Third Hospital of Hebei Medical University, Department of Orthopaedic Surgery, Shijiazhuang, Hebei, 050051, China; Key Laboratory of Biomechanics of Hebei Province, Shijiazhuang, 050051, China.
Int J Surg. 2018 Feb;50:11-16. doi: 10.1016/j.ijsu.2017.12.017. Epub 2017 Dec 25.

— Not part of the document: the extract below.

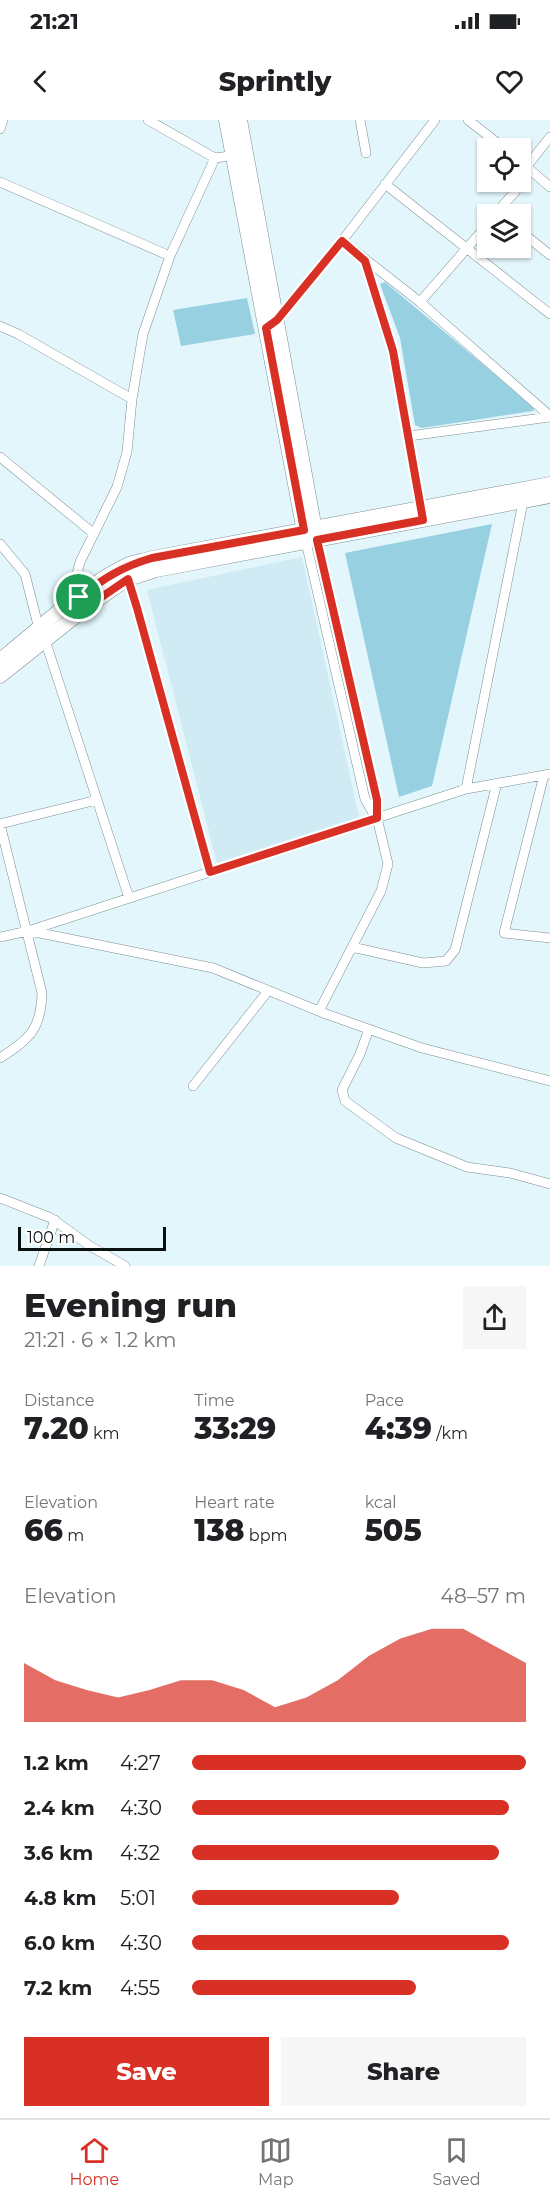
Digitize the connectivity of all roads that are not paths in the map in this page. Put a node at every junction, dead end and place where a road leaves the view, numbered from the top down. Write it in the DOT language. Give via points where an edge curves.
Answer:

Sacroiliac joint disruption (SJD) is a common cause of pelvic ring instability. Clinically, percutaneous unilateral S1 sacroiliac screw and anterior plating are always applied to manage SJD. The objective of this study is to elaborate their respective therapeutic traits.
Patients with SJD fixed with unilateral S1 sacroiliac screw or anterior plating from June 2011 to June 2015 were recruited into this study and were divided into two groups: group A (unilateral sacroiliac screw) and group B (anterior plating). Surgical time, blood loss, frequency of intraoperative fluoroscopy and complications were reviewed. Postoperative radiograph and CT were conducted to assess the reduction quality. Fracture healing was evaluated by radiograph performed at each follow-up. Majeed score was recorded at the final follow-up to assess the functional outcome.
Thirty-eight patients were included in group A and thirty-two patients in group B in this study. There was no significant difference in the demographic data of the two groups. A significant difference existed in the results for average operation time (P = .022) and blood loss (P = .000) between group A and group B. The mean frequency of intraoperative fluoroscopy was 15.82 in group A and 3.94 in group B (P = .000). All the fractures healed in this study. The rates of satisfactory reduction quality and functional outcome showed no significant difference between the two groups (P > .05). The complication rate was 15.79% (6/38) in group A and 9.38% (3/32) in group B (P = .660).
Compared with anterior plating, percutaneous unilateral S1 sacroiliac screw usage is less invasive; however, more intraoperative X-ray exposure and permanent neurologic damage may accompany this procedure.
骶髂关节分离(SJD)是骨盆环不稳定的常见原因。临床上,经皮单侧 S1 骶髂螺钉和前路钢板固定常用于治疗 SJD。本研究旨在详细阐述它们各自的治疗特点。
回顾性分析 2011 年 6 月至 2015 年 6 月采用单侧 S1 骶髂螺钉或前路钢板固定 SJD 的患者,将患者分为 A 组(单侧骶髂螺钉)和 B 组(前路钢板)。比较两组患者的手术时间、术中出血量、术中透视次数、并发症,术后复查 X 线片和 CT 评估复位质量,定期复查 X 线片评估骨折愈合情况,末次随访时采用 Majeed 评分评估功能恢复情况。
A 组 38 例,B 组 32 例。两组患者一般资料比较差异无统计学意义。A 组手术时间和术中出血量明显少于 B 组(P=0.022、P=0.000),A 组术中透视次数明显多于 B 组(P=0.000)。所有患者骨折均愈合。两组患者复位质量及功能恢复优良率比较差异无统计学意义(P>0.05)。A 组并发症发生率为 15.79%(6/38),B 组为 9.38%(3/32),两组比较差异无统计学意义(P=0.660)。
与前路钢板固定相比,经皮单侧 S1 骶髂螺钉固定创伤较小,但术中 X 线暴露及永久性神经损伤的风险较高。